5. The method according to claim 4, wherein the step of performing semantic recognition on the voice collection data to determine a semantic recognition result of the voice collection data comprises:

performing a first semantic recognition on the voice collection data through a current user terminal;

generating the semantic recognition result of the voice collection data according to a result of the first semantic recognition when the first semantic recognition is successful;

sending the voice collection data to a cloud server for a second semantic recognition when the first semantic recognition fails; and

generating the semantic recognition result of the voice collection data according to a result of the second semantic recognition when the second semantic recognition is successful.

6. The method according to claim 1, wherein an update strategy of the first virtual character module comprises at least one of:

an action animation of the first virtual character model, an expression of the first virtual character model, an attire of the first virtual character model, an accessory corresponding to the first virtual character model, a semantic recognition result corresponding to the first virtual character model, a state information of the first virtual character model, and a voice information corresponding to the voice collection data.

7. The method according to claim 2, further comprising:

performing, after starting the real-time collection of voice information, real-time voice recognition on the collected voice information and updating a result of the voice recognition to be displayed in the graphical user interface.

8. The method according to claim 1, wherein before the step of updating the first virtual character module according to the determined update strategy, the method further comprises:

displaying an update strategy to be updated in the graphical user interface; and

adjusting the update strategy to be updated in response to a touch operation by a user on the update strategy to be updated.
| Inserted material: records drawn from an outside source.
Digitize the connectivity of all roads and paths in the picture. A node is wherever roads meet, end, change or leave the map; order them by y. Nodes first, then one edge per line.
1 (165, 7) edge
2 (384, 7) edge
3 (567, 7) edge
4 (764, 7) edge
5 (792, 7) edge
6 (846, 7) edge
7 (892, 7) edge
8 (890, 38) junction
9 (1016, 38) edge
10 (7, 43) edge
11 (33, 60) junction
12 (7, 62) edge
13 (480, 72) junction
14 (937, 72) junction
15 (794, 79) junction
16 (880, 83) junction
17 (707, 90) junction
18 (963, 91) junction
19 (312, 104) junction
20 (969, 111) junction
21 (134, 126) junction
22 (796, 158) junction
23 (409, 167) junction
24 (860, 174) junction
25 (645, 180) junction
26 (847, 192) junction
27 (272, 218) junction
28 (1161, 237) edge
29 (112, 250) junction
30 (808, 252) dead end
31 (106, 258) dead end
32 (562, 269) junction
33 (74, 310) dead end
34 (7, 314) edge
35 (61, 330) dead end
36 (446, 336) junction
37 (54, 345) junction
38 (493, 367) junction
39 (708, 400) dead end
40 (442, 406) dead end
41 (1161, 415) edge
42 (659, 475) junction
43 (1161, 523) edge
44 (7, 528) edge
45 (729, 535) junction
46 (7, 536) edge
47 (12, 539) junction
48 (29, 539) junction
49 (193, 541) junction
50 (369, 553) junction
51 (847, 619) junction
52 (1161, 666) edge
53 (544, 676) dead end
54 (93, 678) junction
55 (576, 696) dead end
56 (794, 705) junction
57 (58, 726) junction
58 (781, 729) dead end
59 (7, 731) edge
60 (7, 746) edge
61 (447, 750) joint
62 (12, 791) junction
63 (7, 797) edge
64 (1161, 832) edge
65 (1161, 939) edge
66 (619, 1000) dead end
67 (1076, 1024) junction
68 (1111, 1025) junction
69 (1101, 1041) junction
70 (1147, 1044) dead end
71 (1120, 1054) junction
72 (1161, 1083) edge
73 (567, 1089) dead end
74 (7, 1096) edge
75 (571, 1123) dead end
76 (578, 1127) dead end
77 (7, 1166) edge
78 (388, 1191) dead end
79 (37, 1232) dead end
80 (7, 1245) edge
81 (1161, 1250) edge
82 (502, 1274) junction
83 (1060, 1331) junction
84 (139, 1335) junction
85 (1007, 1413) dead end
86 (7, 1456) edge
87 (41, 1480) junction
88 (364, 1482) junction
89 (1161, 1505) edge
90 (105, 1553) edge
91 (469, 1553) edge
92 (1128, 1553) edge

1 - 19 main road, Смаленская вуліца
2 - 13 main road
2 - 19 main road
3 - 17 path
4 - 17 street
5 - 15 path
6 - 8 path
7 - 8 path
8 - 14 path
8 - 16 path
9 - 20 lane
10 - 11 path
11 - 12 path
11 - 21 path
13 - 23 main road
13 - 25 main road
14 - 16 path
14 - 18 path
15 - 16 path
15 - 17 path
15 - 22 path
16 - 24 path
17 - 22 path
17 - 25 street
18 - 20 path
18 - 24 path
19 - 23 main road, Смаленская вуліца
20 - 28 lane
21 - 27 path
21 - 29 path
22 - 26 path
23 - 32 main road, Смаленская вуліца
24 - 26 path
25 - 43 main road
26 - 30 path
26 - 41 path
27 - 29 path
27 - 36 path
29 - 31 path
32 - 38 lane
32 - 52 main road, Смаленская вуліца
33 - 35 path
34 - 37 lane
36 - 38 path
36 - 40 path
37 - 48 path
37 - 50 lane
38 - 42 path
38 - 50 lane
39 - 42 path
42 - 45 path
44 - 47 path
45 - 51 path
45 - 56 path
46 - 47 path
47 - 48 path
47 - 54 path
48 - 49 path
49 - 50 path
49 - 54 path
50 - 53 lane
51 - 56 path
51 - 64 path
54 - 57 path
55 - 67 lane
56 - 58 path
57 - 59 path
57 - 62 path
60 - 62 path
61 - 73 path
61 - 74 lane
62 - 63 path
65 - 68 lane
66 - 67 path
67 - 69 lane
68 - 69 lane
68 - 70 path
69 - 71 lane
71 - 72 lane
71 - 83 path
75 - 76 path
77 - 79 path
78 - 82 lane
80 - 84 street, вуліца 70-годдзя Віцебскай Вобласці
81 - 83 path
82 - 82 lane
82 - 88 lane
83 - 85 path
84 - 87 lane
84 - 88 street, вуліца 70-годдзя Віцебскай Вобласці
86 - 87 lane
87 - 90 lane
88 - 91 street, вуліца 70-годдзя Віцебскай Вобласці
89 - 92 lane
9. An information interaction apparatus, wherein at least part of a virtual interaction scene is displayed in a graphical user interface, the virtual interaction scene comprises a first virtual character module controlled by a first user and a second virtual character module controlled by another user, a check-in button is further displayed in the graphical user interface, and the check-in button is floatingly displayed on the virtual interaction scene; and the information interaction apparatus comprises:

a collection module, configured for performing real-time collection of voice information to generate voice collection data in response to a first touch operation on the check-in button;

a first recognition module, configured for performing semantic recognition on the voice collection data to determine a semantic recognition result of the voice collection data;

a determination module, configured for determining an update strategy for a first virtual character module according to the semantic recognition result; and

an update module, configured for updating the first virtual character module according to the determined update strategy, so that an update result can be displayed in graphical user interfaces of a first user and other users.
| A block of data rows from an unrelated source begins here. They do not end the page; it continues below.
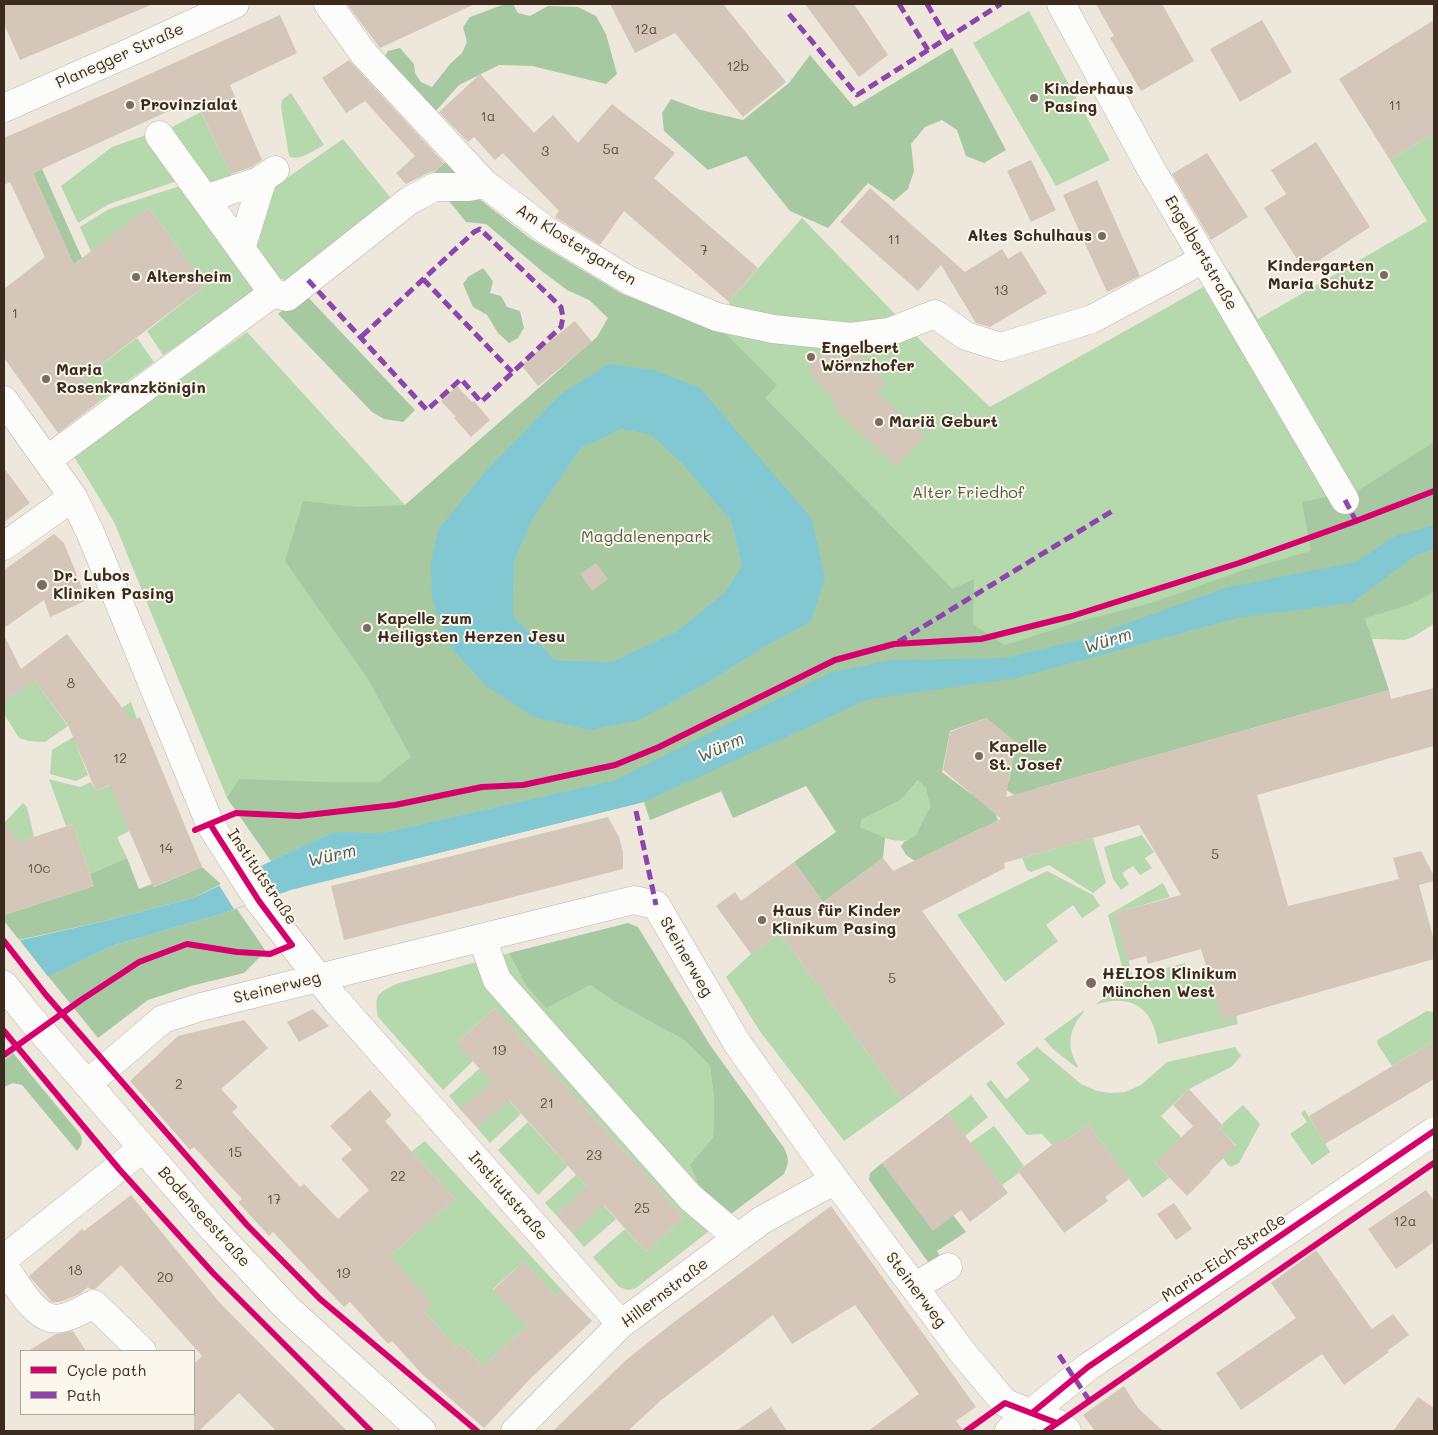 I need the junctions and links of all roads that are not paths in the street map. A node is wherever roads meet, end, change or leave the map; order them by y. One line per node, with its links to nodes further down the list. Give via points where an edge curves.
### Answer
1 (235, 4): 4 (street, Planegger Straße)
2 (328, 4): 6 (street, Am Klostergarten, via 364,54)
3 (1061, 4): 9 (street, Engelbertstraße)
4 (4, 108)
5 (159, 135): 7 (street)
6 (484, 184): 9 (street, Am Klostergarten, via 546,230 630,281 717,317 773,329 851,338 889,332 935,314 966,336 1001,347 1092,319); 10 (street, via 435,187 410,200 287,296)
7 (205, 199): 8 (street); 8 (street, via 259,181 269,174)
8 (241, 249): 10 (street)
9 (1204, 259): 14 (street, Engelbertstraße)
10 (273, 294): 12 (street)
11 (4, 400): 12 (street, Institutstraße)
12 (47, 460): 13 (street, Institutstraße)
13 (73, 497): 15 (street); 17 (street, Institutstraße, via 210,824 258,901)
14 (1345, 500)
15 (4, 546)
16 (482, 938): 17 (street, Steinerweg); 22 (street, Steinerweg, via 634,900 656,905 737,1043); 23 (street, via 497,980 690,1197)
17 (317, 978): 19 (street, Steinerweg, via 163,1019); 28 (street, Institutstraße)
18 (18, 1003): 19 (street, Bodenseestraße)
19 (87, 1084): 21 (street, Bodenseestraße)
20 (1434, 1131): 30 (street, Maria-Eich-Straße, via 1088,1367)
21 (143, 1148): 24 (street); 31 (street, Bodenseestraße, via 287,1308)
22 (835, 1180): 23 (street, Hillernstraße, via 762,1220); 27 (street, Steinerweg)
23 (738, 1238): 28 (street, Hillernstraße)
24 (4, 1259)
25 (4, 1266): 29 (street, via 30,1304 42,1315 60,1319 94,1304)
26 (948, 1267): 27 (street)
27 (914, 1287): 30 (street, Steinerweg, via 1005,1403)
28 (621, 1324): 32 (street, Hillernstraße)
29 (141, 1350)
30 (1032, 1413): 33 (street, Maria-Eich-Straße); 34 (street, Steinerweg, via 1057,1423)
31 (422, 1431)
32 (515, 1431)
33 (1009, 1431)
34 (1067, 1431)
10. An electronic device, comprising a processor, a memory, and a bus, wherein the memory stores machine-readable instructions that are executed by the processor, the processor communicates with the memory via the bus when the electronic device is in operation, and the machine-readable instructions execute the steps of the method according to claim 1 when executed by the processor.

11. A computer-readable storage medium, wherein the computer-readable storage medium stores a computer program thereon, and when run by a processor, the computer program executes the steps of the method according to claim 1.

12. The method according to claim 3, further comprising:

performing, after starting the real-time collection of voice information, real-time voice recognition on the collected voice information and updating a result of the voice recognition to be displayed in the graphical user interface.